Romeo and Juliet - thinking about tragedy


I'm not much of a tragedy lover. First, tragedy upsets me. It even kind of scares me. And second, I'm always thinking about how there was a way out. How it didn't have to end up a tragedy. Of course I'm not talking about disaster tragedies or innocent victim tragedies. No, I mean classic tragedies. Like Romeo and Juliet. Where the mix of circumstances and character has an outcome that feels like fate.

The great majority of us - the really great majority of us - are survivors. We might become bitter, emotionally limited, survivors - but, still, we don't go under. We live out our lives and we want them to be long.

Romeo and Juliet could have made different choices. They could have practiced patience, they could have plotted more deviously, they could have taken the risk of telling the truth. Romeo could have decided not to kill Tybalt despite all his provocation. Juliet could have told her parents, "I can't marry Paris, I'm already married. Call the holy Father, he will confirm it." And if they threw her out on the street, she could have found sanctuary somewhere in the large clan of Capulets or with a friend of Romeo's or even with the holy Father himself until, between her love and herself, enough money had been raised for her to travel to Mantua and join him in his exile.

The point is, of course, they didn't do any of these things. Their minds were full of love and death. Their mantra was: if I am not with you, I will die. If I can't be with you, I will kill myself. Life apart from you is excruciating, unbearable, intolerable, and I refuse to live it. They were extremists. Complete extremists. In the most gorgeous way possible.

But perhaps that is one of the defining characteristics of youth. Gorgeous, romantic extremism. Which we must get over -- or perish. The world is a deadly place for that kind of romantic longing. The daily life pretty much conspires against it. Romeo and Juliet had a host of obstacles in life -- but even if they had parents saying, 'Um.. she's only thirteen. How about you date a while and maybe not get married the day after you meet her at a dance, hmm?" Would they have felt that was an unbearable reality as well, impossible to reconcile with love?
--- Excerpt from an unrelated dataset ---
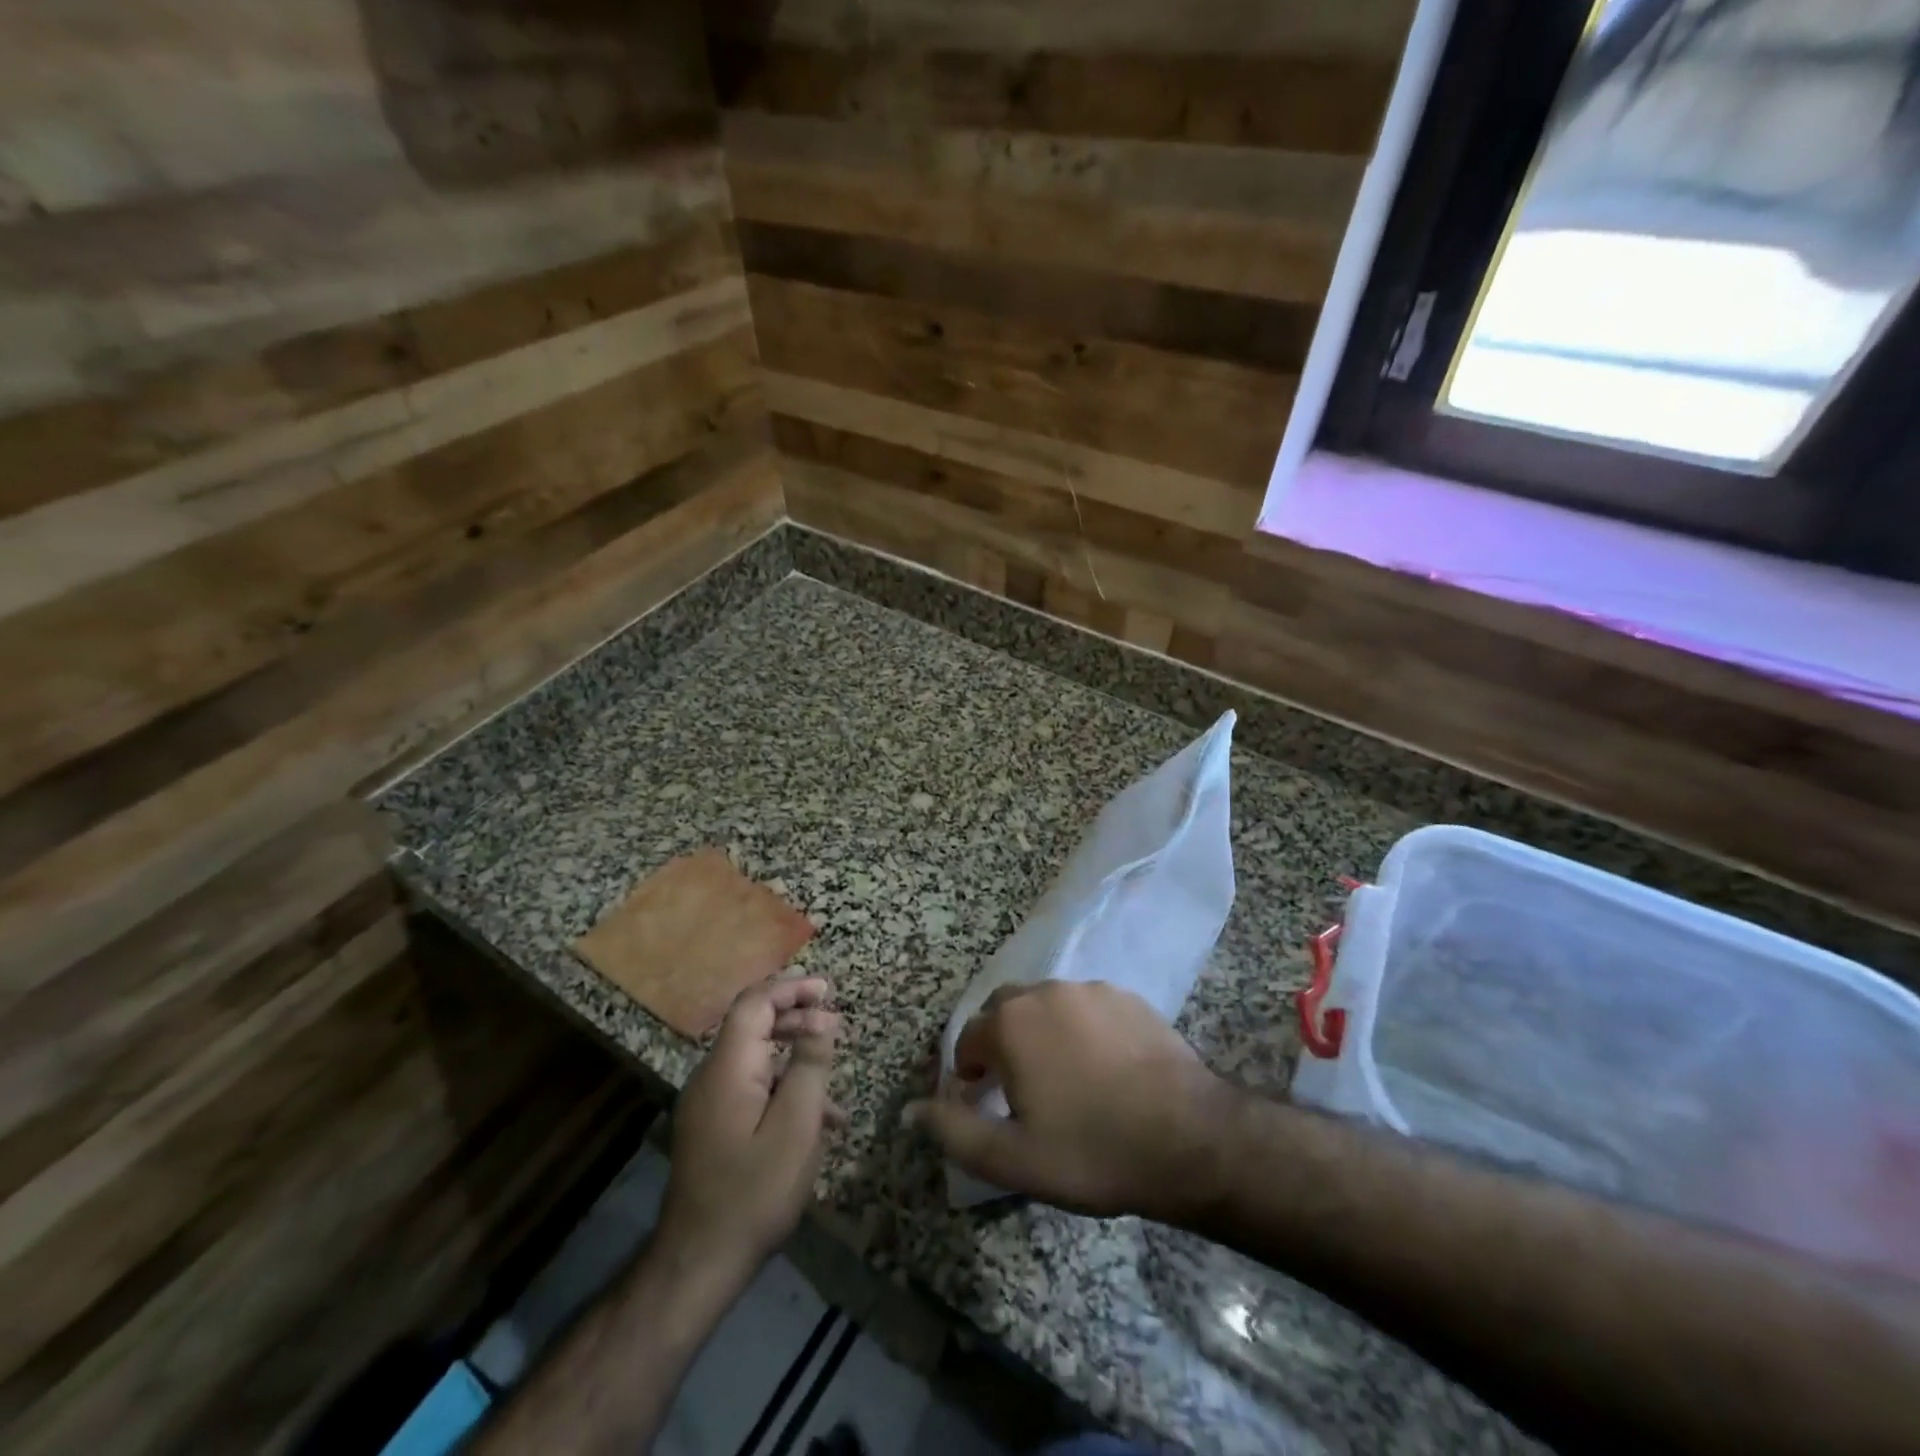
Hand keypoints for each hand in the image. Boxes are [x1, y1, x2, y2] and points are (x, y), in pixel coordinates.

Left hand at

Older people hold young people back. All the time. The daily round wears down extreme devotion, takes the knife edge off romance, cools down obsession - and if it doesn't, then the lightning strikes. We must give up our overwhelming longing, our romantic singlemindedness, our refusal to compromise... or tragedy lurks in the wings, waiting for its moment.

And what of the other tragedy? The death of our youthful purity and devotion? The creation of rationality, compromise, patience, the muting of our desires? Is this not also something we weep for?

And so perhaps it is not possible to reconcile ourselves to the death of these young lovers. We cannot dismiss them even if we privately know that their beauty is mixed with foolishness. Because we also know that every time Romeo and Juliet die, the world becomes a bit smaller.